DeepSeek
- DeepSeek-V3 is a MoE that exploits lots of innovations to reduce training costs:
- multi-head latent attention
- auxiliary-loss-free load balancing
- multi-token prediction
- FP8 training
- huge memory savings and code optimization
- DeepSeek-R1 further post-trains DeepSeekV3 with Reinforcement Learning (GRPO) for inference-time scaling, i.e., increasing the length of CoT.
The team first trains DeepSeek-Zero
DeepSeek-Zero leads to very good reasonings, but poor language fluency/quality, which is expected given that it has not been trained on real language data, but only on its own generations.
DeepSeek-R1 thus follows the following training process:
- DS-V3 is first finetuned on 1000s of manual reasoning data, giving X
- X is trained with RL like DS-Zero, given Y
- Generate new silver data from Y, combine it with real data from DS-V3 corpus (writing, QA, self-cognition)
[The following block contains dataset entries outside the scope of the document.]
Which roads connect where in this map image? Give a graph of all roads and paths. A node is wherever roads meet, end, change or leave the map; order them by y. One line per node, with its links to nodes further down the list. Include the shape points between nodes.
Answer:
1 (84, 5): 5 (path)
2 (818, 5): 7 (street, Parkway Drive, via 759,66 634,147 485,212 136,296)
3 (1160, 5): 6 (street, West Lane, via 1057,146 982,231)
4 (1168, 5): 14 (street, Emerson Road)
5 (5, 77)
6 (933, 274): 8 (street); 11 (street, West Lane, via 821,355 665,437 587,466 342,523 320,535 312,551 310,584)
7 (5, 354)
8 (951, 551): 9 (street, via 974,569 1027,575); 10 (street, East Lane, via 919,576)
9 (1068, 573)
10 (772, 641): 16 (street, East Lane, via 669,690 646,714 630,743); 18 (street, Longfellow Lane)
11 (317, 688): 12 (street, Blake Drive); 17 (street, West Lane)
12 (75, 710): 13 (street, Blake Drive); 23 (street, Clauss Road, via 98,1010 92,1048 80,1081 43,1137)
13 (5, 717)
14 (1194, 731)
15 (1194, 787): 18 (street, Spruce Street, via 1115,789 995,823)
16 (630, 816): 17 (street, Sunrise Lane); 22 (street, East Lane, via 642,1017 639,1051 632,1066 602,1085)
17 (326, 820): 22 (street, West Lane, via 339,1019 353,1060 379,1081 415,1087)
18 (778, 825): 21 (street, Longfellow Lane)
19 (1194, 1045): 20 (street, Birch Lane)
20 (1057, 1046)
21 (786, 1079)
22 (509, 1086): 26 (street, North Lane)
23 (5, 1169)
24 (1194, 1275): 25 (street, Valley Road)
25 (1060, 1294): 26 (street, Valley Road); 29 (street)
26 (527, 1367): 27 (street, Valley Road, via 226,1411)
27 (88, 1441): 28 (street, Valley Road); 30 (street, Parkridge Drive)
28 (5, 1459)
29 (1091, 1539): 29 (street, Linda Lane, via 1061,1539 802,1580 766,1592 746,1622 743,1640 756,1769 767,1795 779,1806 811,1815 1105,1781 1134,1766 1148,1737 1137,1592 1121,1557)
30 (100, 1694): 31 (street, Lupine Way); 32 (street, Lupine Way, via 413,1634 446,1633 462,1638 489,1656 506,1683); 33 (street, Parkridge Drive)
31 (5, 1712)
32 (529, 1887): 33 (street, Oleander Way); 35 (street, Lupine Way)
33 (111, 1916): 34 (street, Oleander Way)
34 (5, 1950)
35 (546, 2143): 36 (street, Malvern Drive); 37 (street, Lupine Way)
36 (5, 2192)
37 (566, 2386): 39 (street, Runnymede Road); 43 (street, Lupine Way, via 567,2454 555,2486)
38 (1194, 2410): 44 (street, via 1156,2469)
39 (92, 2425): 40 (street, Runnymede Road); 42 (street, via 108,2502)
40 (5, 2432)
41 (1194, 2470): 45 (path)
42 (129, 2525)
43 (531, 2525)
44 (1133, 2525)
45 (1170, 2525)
- Retrain DS-V3 on this data, giving Z
- Z is further trained with RL, giving DeepSeek-R1
Finally, DeepSeek-R1 is used as a teacher to distill its reasoning capabilities into Qwen2.5 and Llama3.1.
- A reproduction of DeepSeek-Zero is available in Berkeley's researcher github repo
- A simpler version, called S1, obtained by carefully building only 1000 training samples and finetuning Qwen2.5:32b on them (no RL!) is described in https://arxiv.org/pdf/2501.19393. They obtain convincing test-time scaling curves.
- Other private models on this vein: OpenAI o1, Gemini 2.0 Flash Thinking Experimental
- Other open models: QwQ-32b, Sky-T1, Bespoke-32b, Kimi k1.5 (multimodal)